→ **THE TASK**
Every line holding the word "roads" should be copied from the material.

→ **DATA SUPPLIED**
◆ ◆ ◆ ◆ ◆

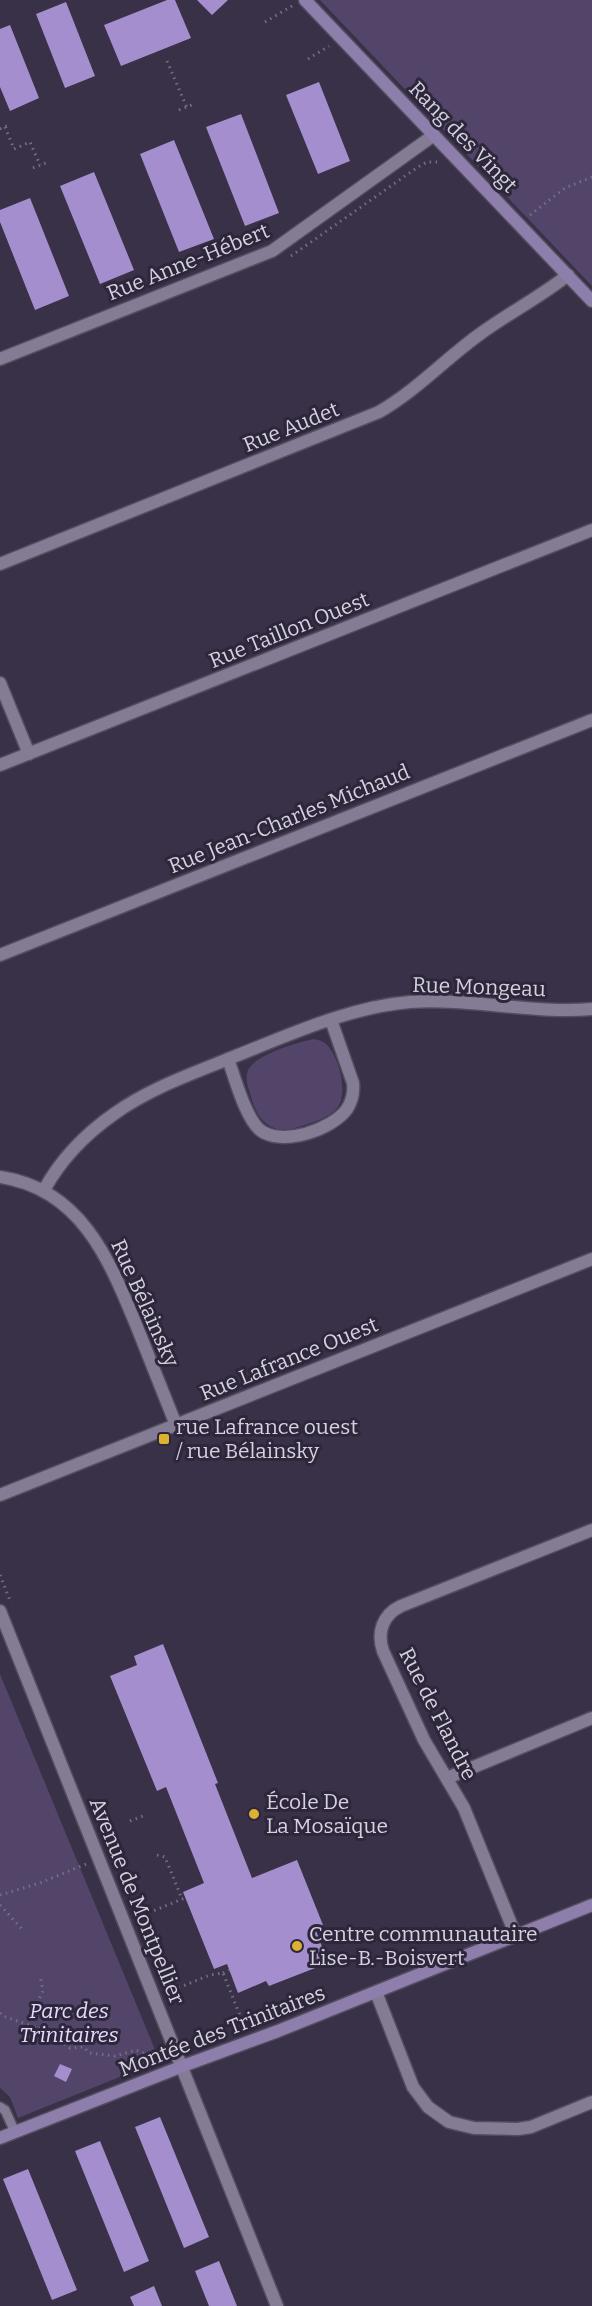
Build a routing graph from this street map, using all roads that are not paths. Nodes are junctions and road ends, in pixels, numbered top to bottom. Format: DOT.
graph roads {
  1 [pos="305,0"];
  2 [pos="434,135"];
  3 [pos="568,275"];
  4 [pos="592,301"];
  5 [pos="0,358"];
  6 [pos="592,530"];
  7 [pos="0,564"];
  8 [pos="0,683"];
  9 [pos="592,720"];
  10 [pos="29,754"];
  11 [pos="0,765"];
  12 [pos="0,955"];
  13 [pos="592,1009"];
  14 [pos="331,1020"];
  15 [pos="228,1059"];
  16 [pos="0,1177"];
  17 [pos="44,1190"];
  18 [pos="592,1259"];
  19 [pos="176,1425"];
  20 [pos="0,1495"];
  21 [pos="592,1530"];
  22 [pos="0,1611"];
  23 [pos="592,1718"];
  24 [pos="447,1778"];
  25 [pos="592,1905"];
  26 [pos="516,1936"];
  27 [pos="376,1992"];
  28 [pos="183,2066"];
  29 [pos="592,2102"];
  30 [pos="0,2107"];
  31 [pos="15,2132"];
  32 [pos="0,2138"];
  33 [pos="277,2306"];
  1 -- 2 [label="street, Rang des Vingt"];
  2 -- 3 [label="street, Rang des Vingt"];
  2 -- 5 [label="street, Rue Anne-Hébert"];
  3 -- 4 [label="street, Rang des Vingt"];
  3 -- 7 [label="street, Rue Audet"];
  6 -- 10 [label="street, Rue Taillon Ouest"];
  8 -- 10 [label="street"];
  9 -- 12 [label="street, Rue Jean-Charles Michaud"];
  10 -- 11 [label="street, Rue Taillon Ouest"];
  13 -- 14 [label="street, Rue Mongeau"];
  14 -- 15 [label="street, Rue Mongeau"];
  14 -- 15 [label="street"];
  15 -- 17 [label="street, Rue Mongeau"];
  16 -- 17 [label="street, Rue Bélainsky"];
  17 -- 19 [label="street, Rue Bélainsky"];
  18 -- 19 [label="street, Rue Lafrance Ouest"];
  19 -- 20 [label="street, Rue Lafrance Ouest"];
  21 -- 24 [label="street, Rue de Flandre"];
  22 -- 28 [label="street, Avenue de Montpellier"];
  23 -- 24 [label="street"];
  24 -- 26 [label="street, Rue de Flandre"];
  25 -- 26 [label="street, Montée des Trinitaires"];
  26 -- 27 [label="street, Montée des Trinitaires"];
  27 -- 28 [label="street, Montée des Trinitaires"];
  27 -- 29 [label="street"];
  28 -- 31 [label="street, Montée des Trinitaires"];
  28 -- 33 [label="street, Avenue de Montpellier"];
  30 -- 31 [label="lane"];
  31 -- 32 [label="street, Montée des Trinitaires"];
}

◆ ◆ ◆ ◆ ◆

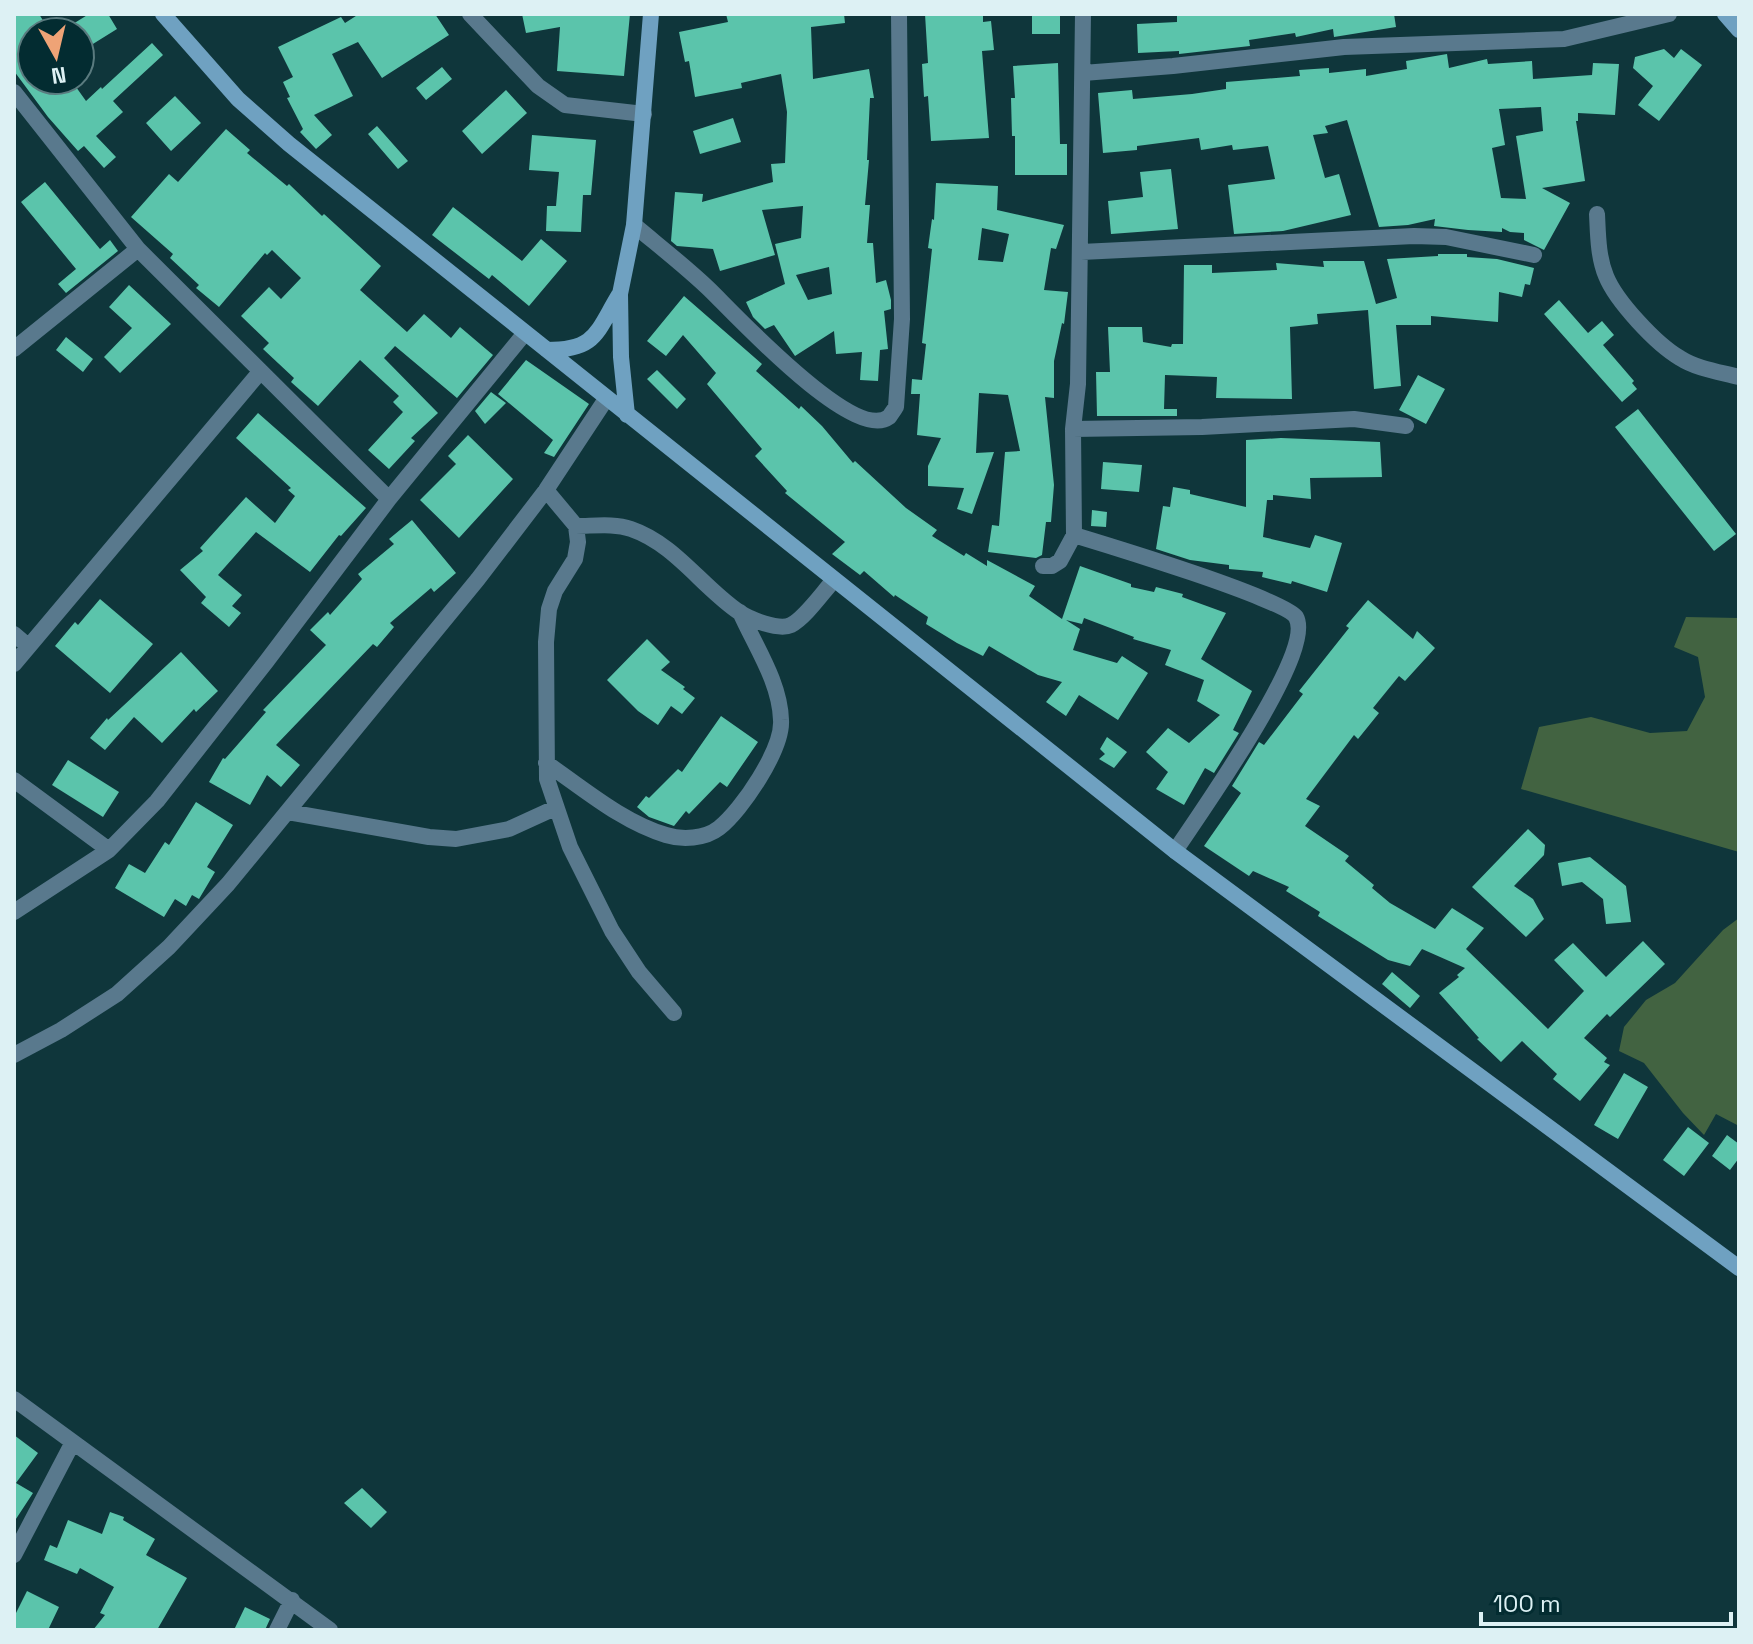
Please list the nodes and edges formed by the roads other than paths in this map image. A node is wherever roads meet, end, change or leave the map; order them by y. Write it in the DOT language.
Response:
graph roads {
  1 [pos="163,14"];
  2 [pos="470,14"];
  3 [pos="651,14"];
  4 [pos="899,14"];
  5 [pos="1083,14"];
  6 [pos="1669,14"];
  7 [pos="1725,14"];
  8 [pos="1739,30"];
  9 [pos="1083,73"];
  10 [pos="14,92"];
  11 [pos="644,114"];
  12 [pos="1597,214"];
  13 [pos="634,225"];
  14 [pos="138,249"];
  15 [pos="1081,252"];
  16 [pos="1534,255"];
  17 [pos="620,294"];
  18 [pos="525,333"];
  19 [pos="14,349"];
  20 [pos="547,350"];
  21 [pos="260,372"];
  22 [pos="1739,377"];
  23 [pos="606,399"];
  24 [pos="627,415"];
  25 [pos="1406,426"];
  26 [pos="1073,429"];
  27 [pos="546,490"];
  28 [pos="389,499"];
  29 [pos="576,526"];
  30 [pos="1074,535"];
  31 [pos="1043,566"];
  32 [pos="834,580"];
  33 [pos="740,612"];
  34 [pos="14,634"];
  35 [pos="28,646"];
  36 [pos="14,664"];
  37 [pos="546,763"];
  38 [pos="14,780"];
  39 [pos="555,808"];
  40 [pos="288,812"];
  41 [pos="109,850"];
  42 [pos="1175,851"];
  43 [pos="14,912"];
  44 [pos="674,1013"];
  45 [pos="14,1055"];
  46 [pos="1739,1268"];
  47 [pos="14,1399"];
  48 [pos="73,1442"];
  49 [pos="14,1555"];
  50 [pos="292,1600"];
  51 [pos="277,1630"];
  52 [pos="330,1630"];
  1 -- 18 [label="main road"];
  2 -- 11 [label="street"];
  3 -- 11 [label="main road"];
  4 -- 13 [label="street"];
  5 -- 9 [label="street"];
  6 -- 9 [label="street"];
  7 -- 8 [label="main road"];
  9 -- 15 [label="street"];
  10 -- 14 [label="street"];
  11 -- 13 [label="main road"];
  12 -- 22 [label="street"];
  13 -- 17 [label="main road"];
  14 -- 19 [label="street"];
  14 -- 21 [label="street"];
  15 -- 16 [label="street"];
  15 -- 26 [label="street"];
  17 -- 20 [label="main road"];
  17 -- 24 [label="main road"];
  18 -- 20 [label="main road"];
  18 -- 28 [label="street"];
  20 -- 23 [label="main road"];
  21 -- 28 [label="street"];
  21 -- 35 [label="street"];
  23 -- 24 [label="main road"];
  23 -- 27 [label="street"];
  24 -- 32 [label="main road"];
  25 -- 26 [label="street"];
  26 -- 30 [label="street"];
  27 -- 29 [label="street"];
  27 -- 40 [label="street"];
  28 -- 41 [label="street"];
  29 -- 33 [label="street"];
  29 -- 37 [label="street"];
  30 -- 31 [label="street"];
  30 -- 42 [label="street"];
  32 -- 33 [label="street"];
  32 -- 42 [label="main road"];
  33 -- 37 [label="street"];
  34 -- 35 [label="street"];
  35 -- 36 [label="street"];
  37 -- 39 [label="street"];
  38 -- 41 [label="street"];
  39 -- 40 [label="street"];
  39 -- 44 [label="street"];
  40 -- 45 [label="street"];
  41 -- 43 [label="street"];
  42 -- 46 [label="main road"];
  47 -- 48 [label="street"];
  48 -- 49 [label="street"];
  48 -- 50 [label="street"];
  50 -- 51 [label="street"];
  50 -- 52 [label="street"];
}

◆ ◆ ◆ ◆ ◆

→ **RESULT OF THIS EXERCISE**
Build a routing graph from this street map, using all roads that are not paths. Nodes are junctions and road ends, in pixels, numbered top to bottom. Format: DOT.
graph roads {
Please list the nodes and edges formed by the roads other than paths in this map image. A node is wherever roads meet, end, change or leave the map; order them by y. Write it in the DOT language.
graph roads {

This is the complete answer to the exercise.